Eddie Jordan told BBC ‘get stuffed’ as he talked to Michael Fassbender ‘as Gaeilge’
“I enjoyed it and as a result I keep in touch with Michael all the time.”
Former F1 boss Eddie Jordan has described the moment he told the BBC to “get stuffed” after a TV producer took umbrage to a conversation he was having with Michael Fassbender in Irish.
Jordan claimed the BBC executive went “absolutely ballistic” on the pit lane during a chat he was having with the Hollywood heart-throb and famous Kerryman.
"I remember a producer from BBC, he went absolutely ballistic — what was I doing speaking a foreign language on the great BBC?” Eddie said.
The Dubliner described the revelation while speaking to former McLaren driver David Coulthard on the pair's new podcast, ‘Formula for Success’.

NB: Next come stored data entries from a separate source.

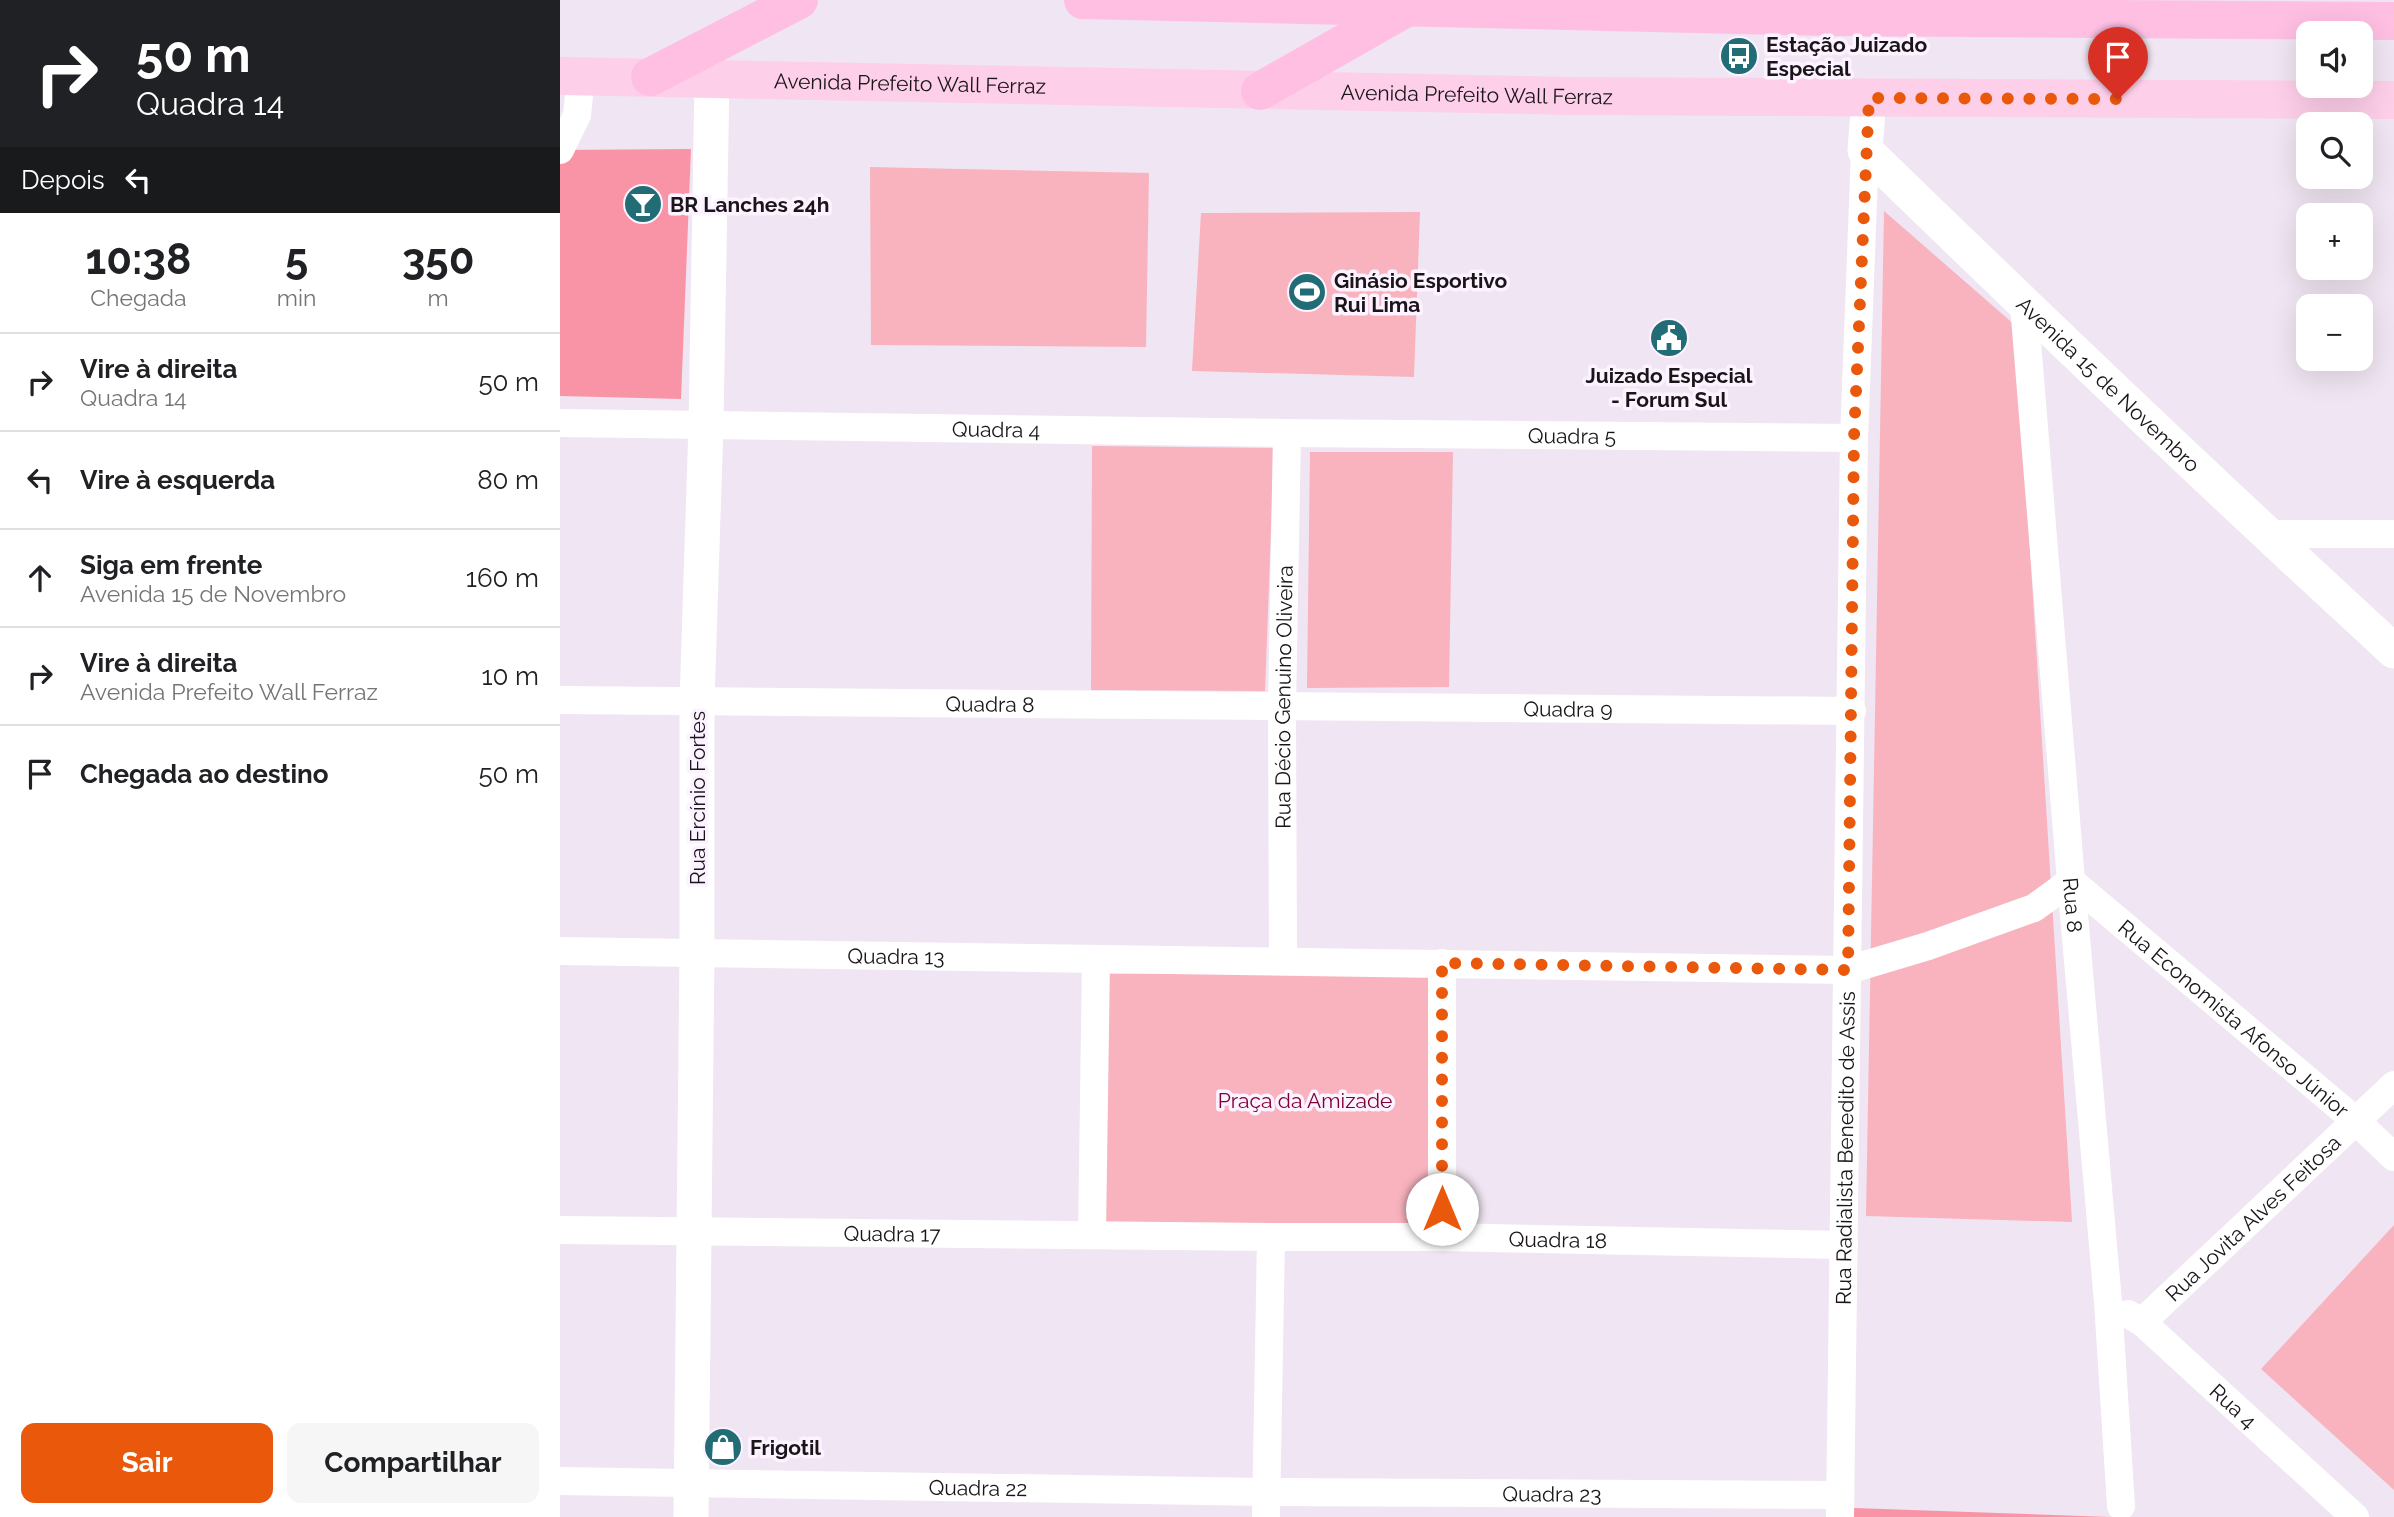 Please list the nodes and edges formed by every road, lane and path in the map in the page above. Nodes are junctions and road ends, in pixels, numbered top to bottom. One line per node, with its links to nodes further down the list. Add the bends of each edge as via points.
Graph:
1 (799, 0): 6 (highway)
2 (1083, 0): 3 (highway)
3 (1408, 7): 4 (highway, via 1829,17); 8 (highway)
4 (2394, 22)
5 (571, 76): 6 (main road, Avenida Prefeito Wall Ferraz); 11 (street, via 577,114)
6 (650, 76): 7 (main road, Avenida Prefeito Wall Ferraz)
7 (712, 78): 8 (main road, Avenida Prefeito Wall Ferraz); 15 (street, Rua Ercínio Fortes)
8 (1260, 91): 9 (main road, Avenida Prefeito Wall Ferraz)
9 (1869, 98): 10 (main road, Avenida Prefeito Wall Ferraz); 12 (street)
10 (2394, 100)
11 (560, 150)
12 (1865, 150): 13 (street, Avenida 15 de Novembro); 17 (street, Rua Radialista Benedito de Assis)
13 (2024, 305): 18 (street, Avenida 15 de Novembro); 25 (street, Rua 8)
14 (560, 423): 15 (street, Quadra 4)
15 (706, 424): 16 (street, Quadra 4); 22 (street, Rua Ercínio Fortes)
16 (1287, 433): 17 (street, Quadra 5); 23 (street, Rua Décio Genuino Oliveira)
17 (1854, 438): 24 (street, Rua Radialista Benedito de Assis)
18 (2266, 534): 19 (street); 20 (street, Avenida 15 de Novembro)
19 (2394, 534)
20 (2394, 651)
21 (560, 700): 22 (street, Quadra 8)
22 (697, 702): 23 (street, Quadra 8); 27 (street, Rua Ercínio Fortes)
23 (1282, 707): 24 (street, Quadra 9); 29 (street, Rua Décio Genuino Oliveira)
24 (1852, 711): 31 (street, Rua Radialista Benedito de Assis)
25 (2071, 881): 31 (street, Quadra 13, via 2034,908); 33 (street, Rua Economista Afonso Júnior); 41 (street, Rua 8)
26 (560, 951): 27 (street, Quadra 13)
27 (697, 953): 28 (street, Quadra 13); 36 (street, Rua Ercínio Fortes)
28 (1096, 958): 29 (street, Quadra 13); 37 (street)
29 (1283, 961): 30 (street, Quadra 13)
30 (1442, 963): 31 (street, Quadra 13); 39 (street)
31 (1848, 970): 40 (street, Rua Radialista Benedito de Assis)
32 (2394, 1085): 33 (street, Rua Jovita Alves Feitosa)
33 (2356, 1121): 34 (street, Rua Economista Afonso Júnior); 42 (street, Rua Jovita Alves Feitosa)
34 (2394, 1157)
35 (560, 1230): 36 (street, Quadra 17)
36 (693, 1233): 37 (street, Quadra 17); 44 (street, Rua Ercínio Fortes)
37 (1092, 1236): 38 (street, Quadra 17)
38 (1271, 1237): 39 (street, Quadra 18); 45 (street)
39 (1442, 1237): 40 (street, Quadra 18)
40 (1844, 1245): 46 (street, Rua Radialista Benedito de Assis)
41 (2108, 1302): 42 (street, Rua 4); 47 (street, Rua 8)
42 (2142, 1322): 49 (street, Rua 4)
43 (560, 1481): 44 (street, Quadra 22)
44 (691, 1482): 45 (street, Quadra 22); 48 (street, Rua Ercínio Fortes)
45 (1266, 1505): 46 (street, Quadra 23)
46 (1840, 1506)
47 (2121, 1506)
48 (691, 1517)
49 (2355, 1517)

Jordan, a former driver who founded Jordan Grand Prix in 1991, worked as an F1 analyst for the BBC from 2009 to 2015.
As he and Coulthard discussed their encounters with Formula One celebs, Jordan remembered a meeting in Canada with fellow Irish speaker Fassbender, who was attending a race with some other Hollywood actors.

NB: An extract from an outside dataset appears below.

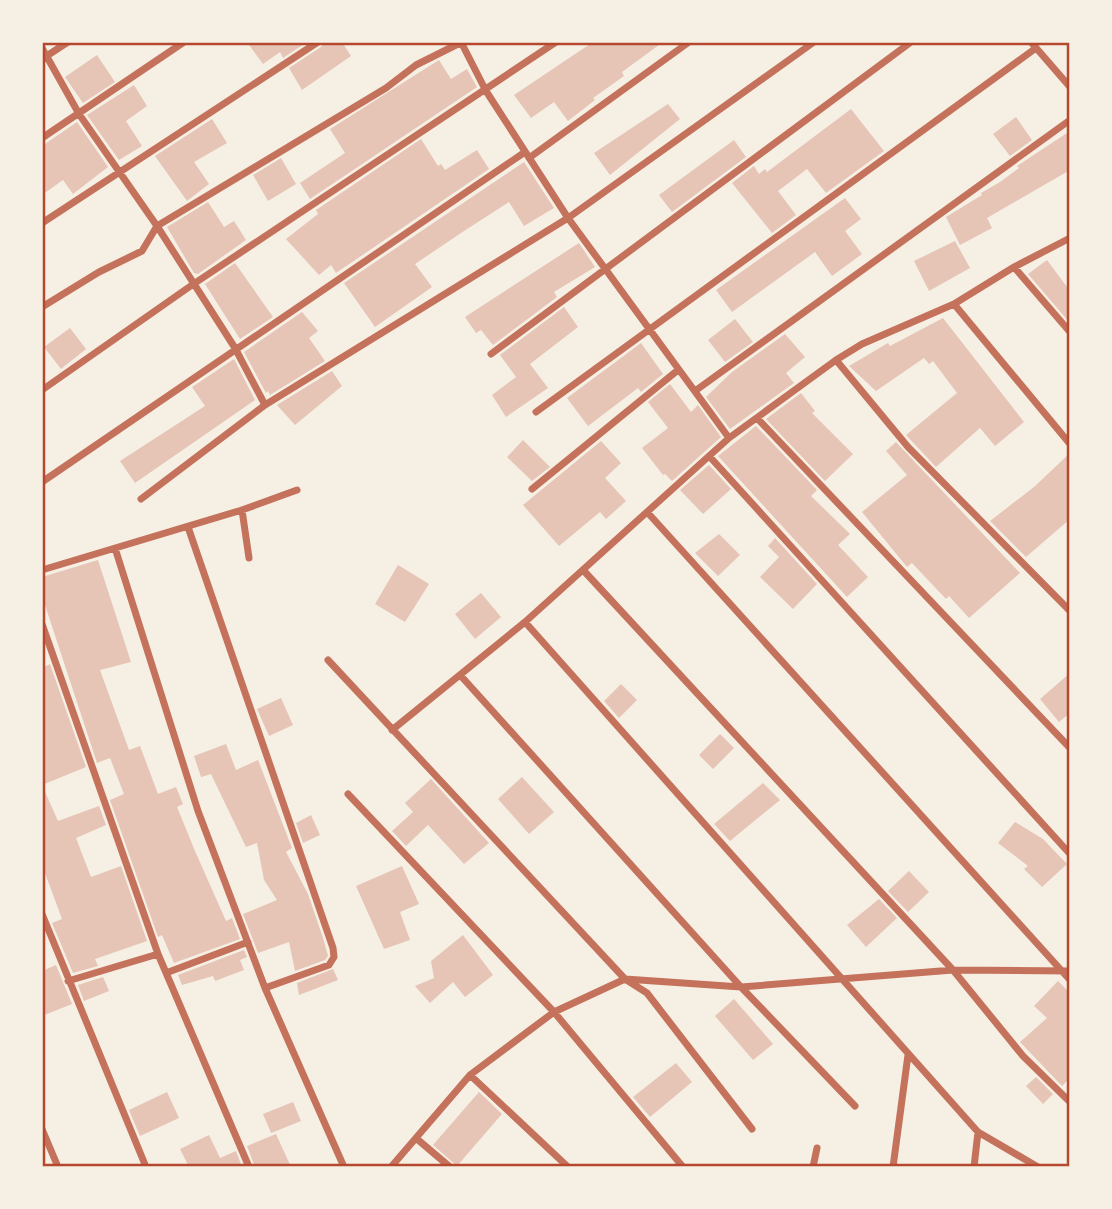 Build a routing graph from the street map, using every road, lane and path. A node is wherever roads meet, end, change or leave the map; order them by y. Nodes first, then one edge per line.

“Michael, with such a strong German name, was actually brought up and educated in Kerry in Ireland and he’s a fluent Irish speaker,” Eddie said.
"I remember going on the pit walk and I started to speak as Gaeilge — in other words I was speaking Irish — to Michael as I normally would have done.
"I remember the producer from BBC, he went absolutely ballistic — what was I doing speaking a foreign language on the great BBC?!
"I said, 'Oh, get stuffed' or whatever I said to him, I forget.
Michael Fassbender on the racetrack. Photo: Getty
"But anyway, I enjoyed it. Fassbender tells this story to everybody because it was kind of unique that someone should just broach an Irish language story.
"As a result, I keep in touch with him all the time, he needs to know who's doing what — you can't imagine how involved he is in Formula One," Eddie added.
Fassbender recently starred in a documentary about his dual life as an actor and race-car driver.
Real-time footage in his new YouTube series - Michael Fassbender: Road to Le Mans – shows a dramatic crash involving the actor when a brush with another car smashes his front bonnet and bumper, to the dismay of his team.
At the beginning of the first episode, it shows the Kerryman looking every inch the film star in dark sunglasses as he pulls up in his Porsche during filming of new Netflix movie The Killer in Los Angeles.
He shot the film at the start of the year in his downtime from his new career as a driver for Porsche.